*** INPUT RECORDS ***

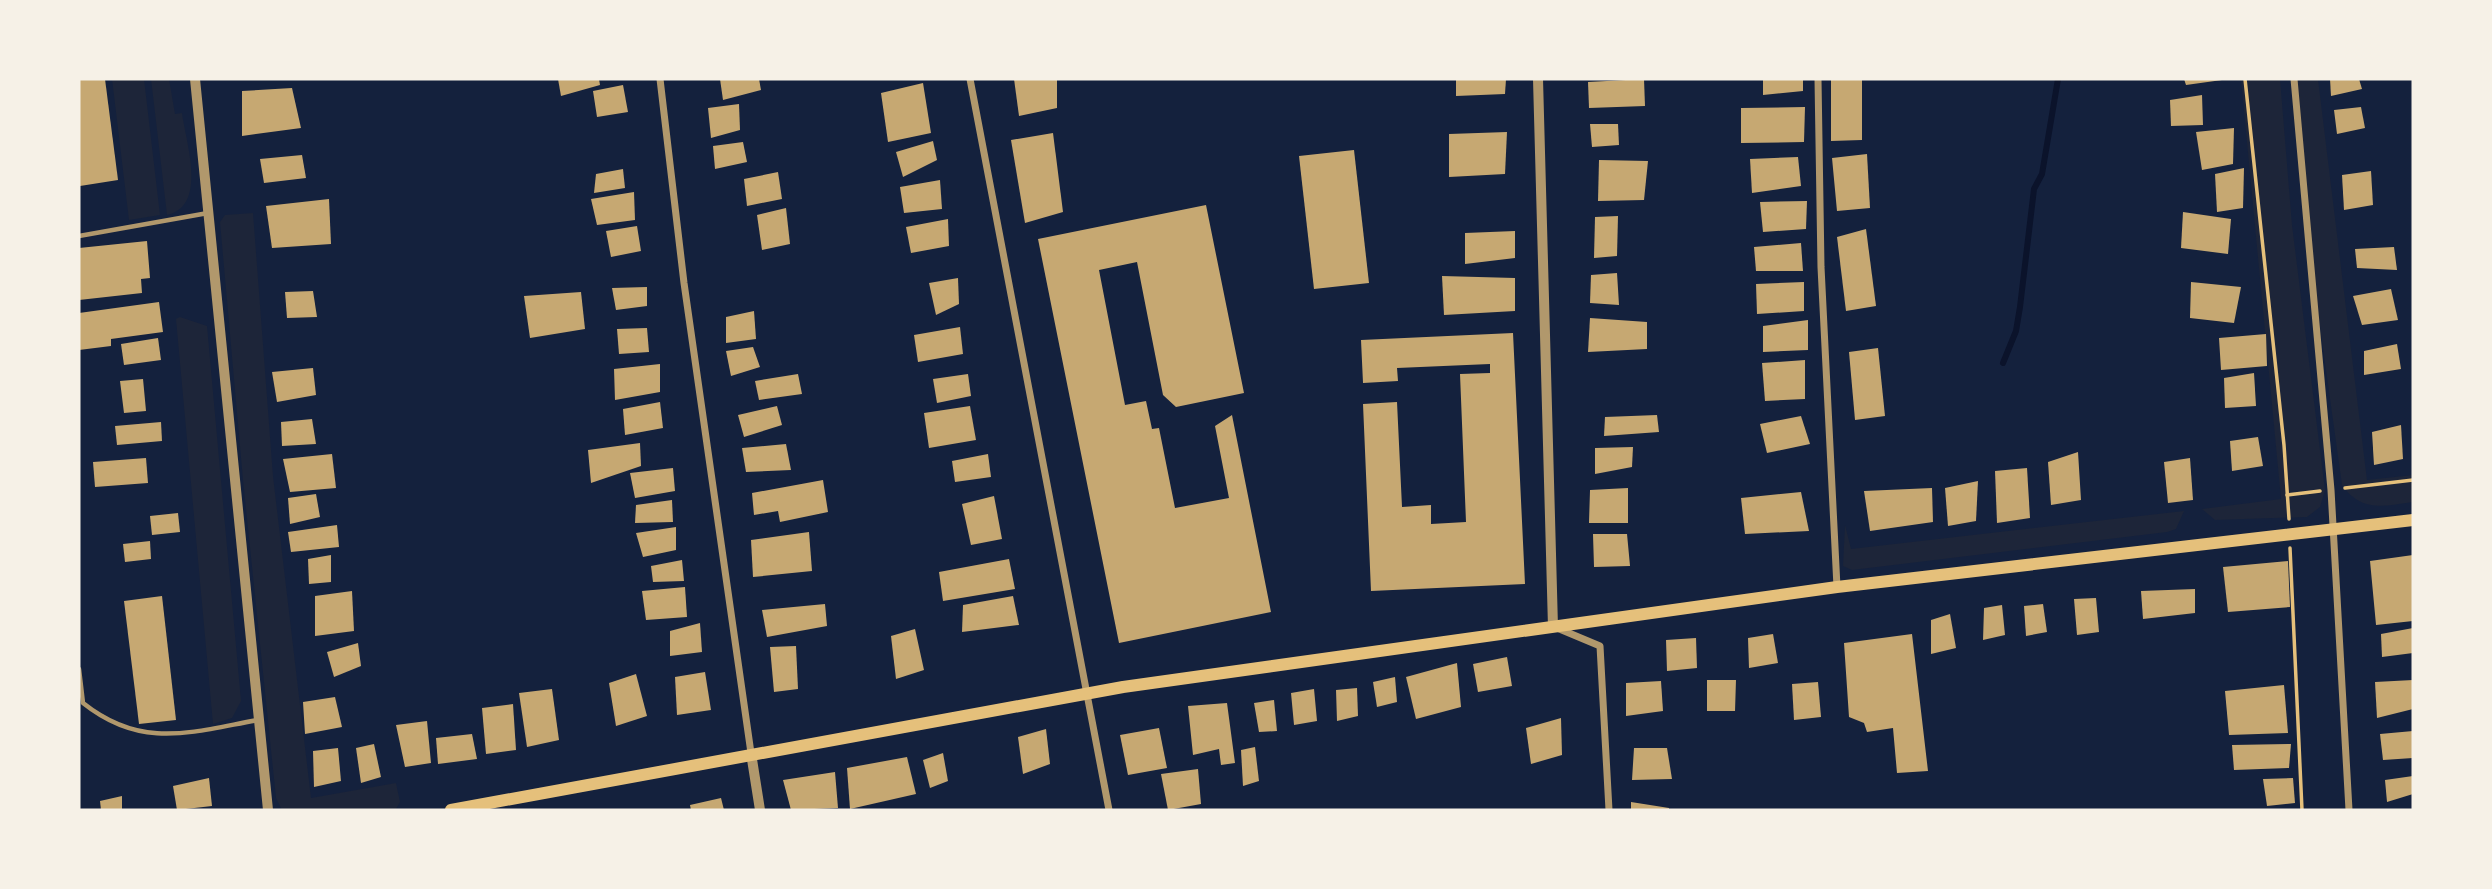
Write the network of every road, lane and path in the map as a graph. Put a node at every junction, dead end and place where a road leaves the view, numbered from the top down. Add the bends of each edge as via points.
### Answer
1 (195, 79) edge
2 (660, 79) edge
3 (971, 79) edge
4 (1538, 79) edge
5 (1818, 79) edge
6 (2245, 79) edge
7 (2294, 79) edge
8 (208, 213) junction
9 (79, 236) edge
10 (2413, 480) edge
11 (2331, 490) junction
12 (2287, 495) junction
13 (2413, 520) edge
14 (2333, 527) junction
15 (2290, 533) junction
16 (1837, 587) junction
17 (1553, 627) junction
18 (79, 669) edge
19 (79, 676) edge
20 (1085, 695) junction
21 (259, 720) junction
22 (751, 753) junction
23 (268, 810) edge
24 (451, 810) edge
25 (760, 810) edge
26 (1109, 810) edge
27 (1609, 810) edge
28 (2302, 810) edge
29 (2348, 810) edge

1 - 8 street
2 - 22 street via 684,283
3 - 20 street
4 - 17 street
5 - 16 street via 1821,267
6 - 12 path
7 - 11 street
8 - 9 lane
8 - 21 street
10 - 11 path
11 - 12 path
11 - 14 street
12 - 15 path
13 - 14 main road
14 - 15 main road
14 - 29 street
15 - 16 main road
15 - 28 path
16 - 17 main road
17 - 20 main road
17 - 27 street via 1600,646
18 - 19 lane
19 - 21 lane via 83,703 142,733 165,736
20 - 22 main road
20 - 26 street
21 - 23 street
22 - 24 main road
22 - 25 street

*** End of INPUT RECORDS ***

WORK REQUIRED -
Set down all entries above again, exactly, without images.

TASK ANSWER -
Write the network of every road, lane and path in the map as a graph. Put a node at every junction, dead end and place where a road leaves the view, numbered from the top down. Add the bends of each edge as via points.
### Answer
1 (195, 79) edge
2 (660, 79) edge
3 (971, 79) edge
4 (1538, 79) edge
5 (1818, 79) edge
6 (2245, 79) edge
7 (2294, 79) edge
8 (208, 213) junction
9 (79, 236) edge
10 (2413, 480) edge
11 (2331, 490) junction
12 (2287, 495) junction
13 (2413, 520) edge
14 (2333, 527) junction
15 (2290, 533) junction
16 (1837, 587) junction
17 (1553, 627) junction
18 (79, 669) edge
19 (79, 676) edge
20 (1085, 695) junction
21 (259, 720) junction
22 (751, 753) junction
23 (268, 810) edge
24 (451, 810) edge
25 (760, 810) edge
26 (1109, 810) edge
27 (1609, 810) edge
28 (2302, 810) edge
29 (2348, 810) edge

1 - 8 street
2 - 22 street via 684,283
3 - 20 street
4 - 17 street
5 - 16 street via 1821,267
6 - 12 path
7 - 11 street
8 - 9 lane
8 - 21 street
10 - 11 path
11 - 12 path
11 - 14 street
12 - 15 path
13 - 14 main road
14 - 15 main road
14 - 29 street
15 - 16 main road
15 - 28 path
16 - 17 main road
17 - 20 main road
17 - 27 street via 1600,646
18 - 19 lane
19 - 21 lane via 83,703 142,733 165,736
20 - 22 main road
20 - 26 street
21 - 23 street
22 - 24 main road
22 - 25 street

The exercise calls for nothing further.